Listed entries START
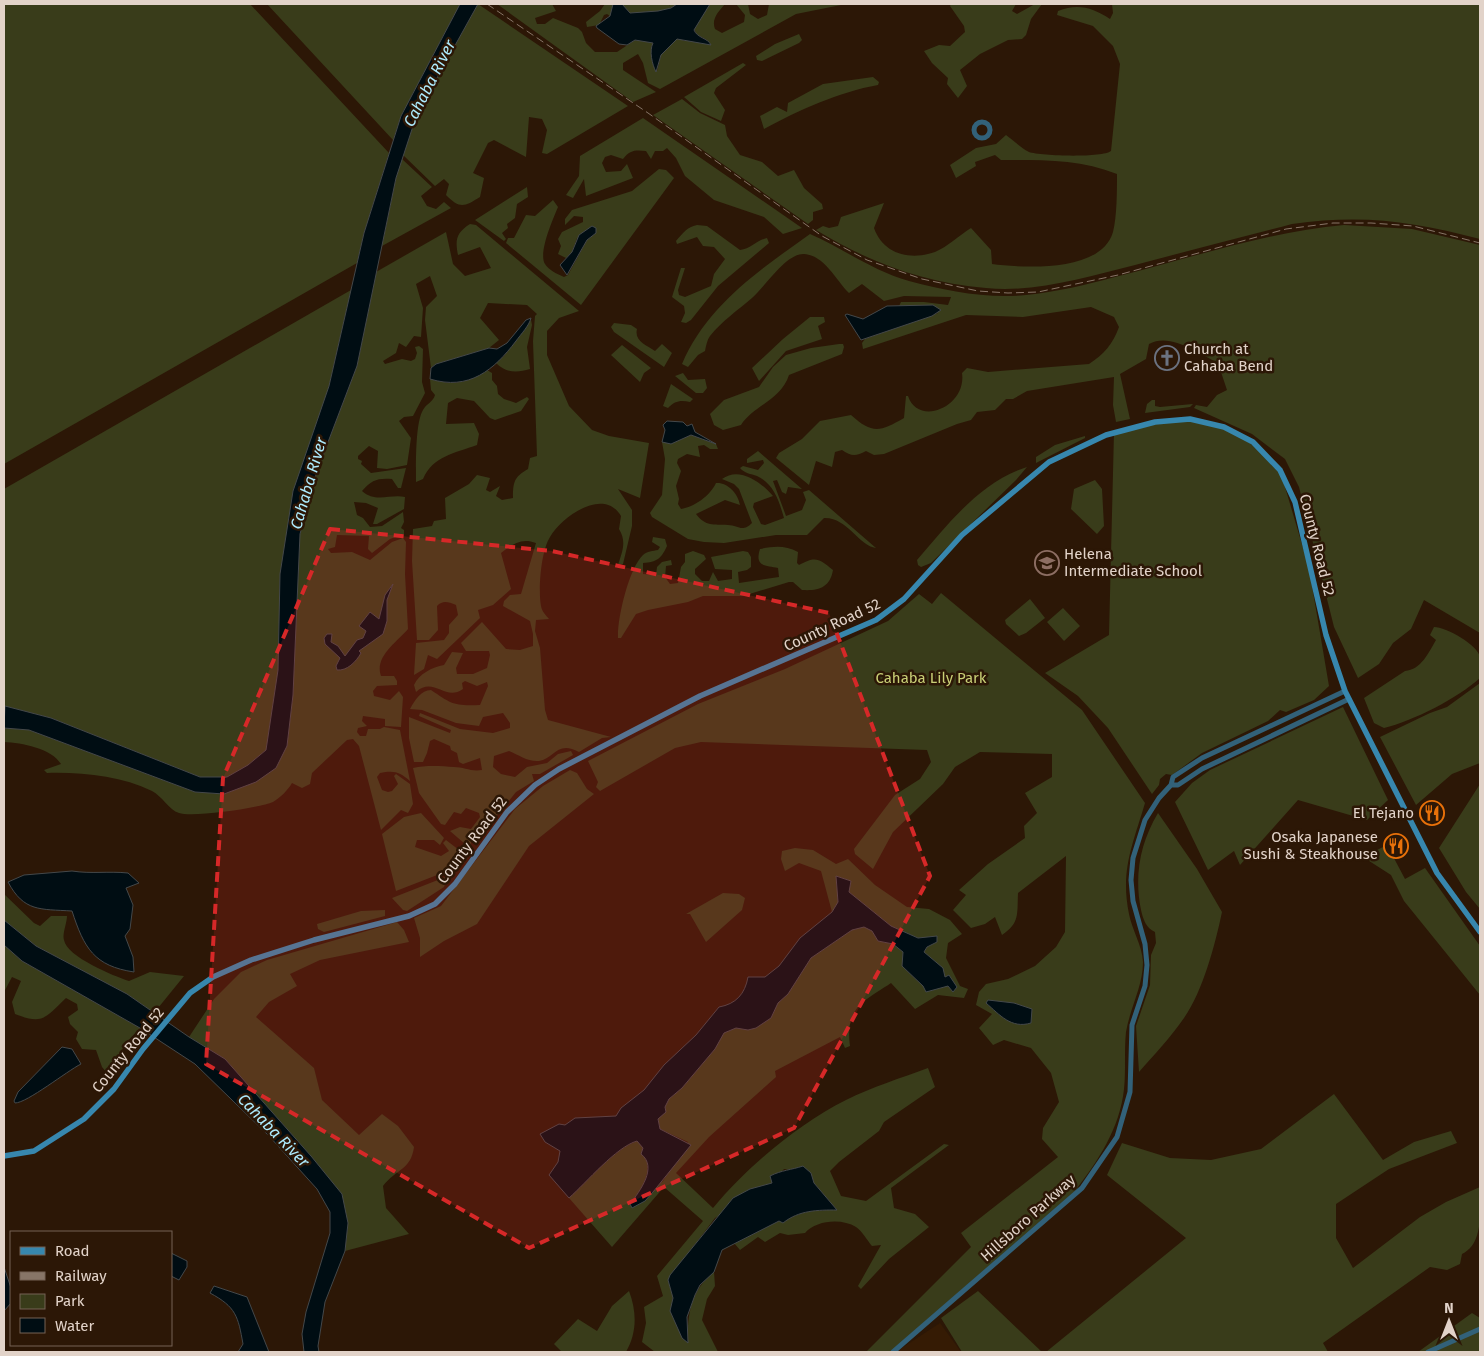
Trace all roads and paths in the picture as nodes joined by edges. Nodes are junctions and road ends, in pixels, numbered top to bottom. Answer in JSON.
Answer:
{"nodes":[{"id":1,"x":1345,"y":691,"type":"junction"},
{"id":2,"x":1348,"y":699,"type":"junction"},
{"id":3,"x":1280,"y":721,"type":"junction"},
{"id":4,"x":1285,"y":730,"type":"junction"},
{"id":5,"x":1171,"y":785,"type":"junction"},
{"id":6,"x":1480,"y":932,"type":"edge"},
{"id":7,"x":4,"y":1156,"type":"edge"},
{"id":8,"x":1480,"y":1328,"type":"edge"},
{"id":9,"x":893,"y":1352,"type":"edge"},
{"id":10,"x":1428,"y":1352,"type":"edge"}],
"edges":[{"from":1,"to":2,"type":"main road","name":"County Road 52"},
{"from":1,"to":3,"type":"street","name":"Hillsboro Parkway"},
{"from":1,"to":7,"type":"main road","name":"County Road 52"},
{"from":2,"to":4,"type":"street","name":"Hillsboro Parkway"},
{"from":2,"to":6,"type":"main road","name":"County Road 52"},
{"from":3,"to":4,"type":"street"},
{"from":3,"to":5,"type":"street","name":"Hillsboro Parkway"},
{"from":4,"to":5,"type":"street","name":"Hillsboro Parkway"},
{"from":5,"to":9,"type":"street","name":"Hillsboro Parkway"},
{"from":8,"to":10,"type":"street"}]}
Listed entries END
Exercise: Reproduce the data verbatim. Do not carry any picture into the copy.

Solved problem:
Trace all roads and paths in the picture as nodes joined by edges. Nodes are junctions and road ends, in pixels, numbered top to bottom. Answer in JSON.
Answer:
{"nodes":[{"id":1,"x":1345,"y":691,"type":"junction"},
{"id":2,"x":1348,"y":699,"type":"junction"},
{"id":3,"x":1280,"y":721,"type":"junction"},
{"id":4,"x":1285,"y":730,"type":"junction"},
{"id":5,"x":1171,"y":785,"type":"junction"},
{"id":6,"x":1480,"y":932,"type":"edge"},
{"id":7,"x":4,"y":1156,"type":"edge"},
{"id":8,"x":1480,"y":1328,"type":"edge"},
{"id":9,"x":893,"y":1352,"type":"edge"},
{"id":10,"x":1428,"y":1352,"type":"edge"}],
"edges":[{"from":1,"to":2,"type":"main road","name":"County Road 52"},
{"from":1,"to":3,"type":"street","name":"Hillsboro Parkway"},
{"from":1,"to":7,"type":"main road","name":"County Road 52"},
{"from":2,"to":4,"type":"street","name":"Hillsboro Parkway"},
{"from":2,"to":6,"type":"main road","name":"County Road 52"},
{"from":3,"to":4,"type":"street"},
{"from":3,"to":5,"type":"street","name":"Hillsboro Parkway"},
{"from":4,"to":5,"type":"street","name":"Hillsboro Parkway"},
{"from":5,"to":9,"type":"street","name":"Hillsboro Parkway"},
{"from":8,"to":10,"type":"street"}]}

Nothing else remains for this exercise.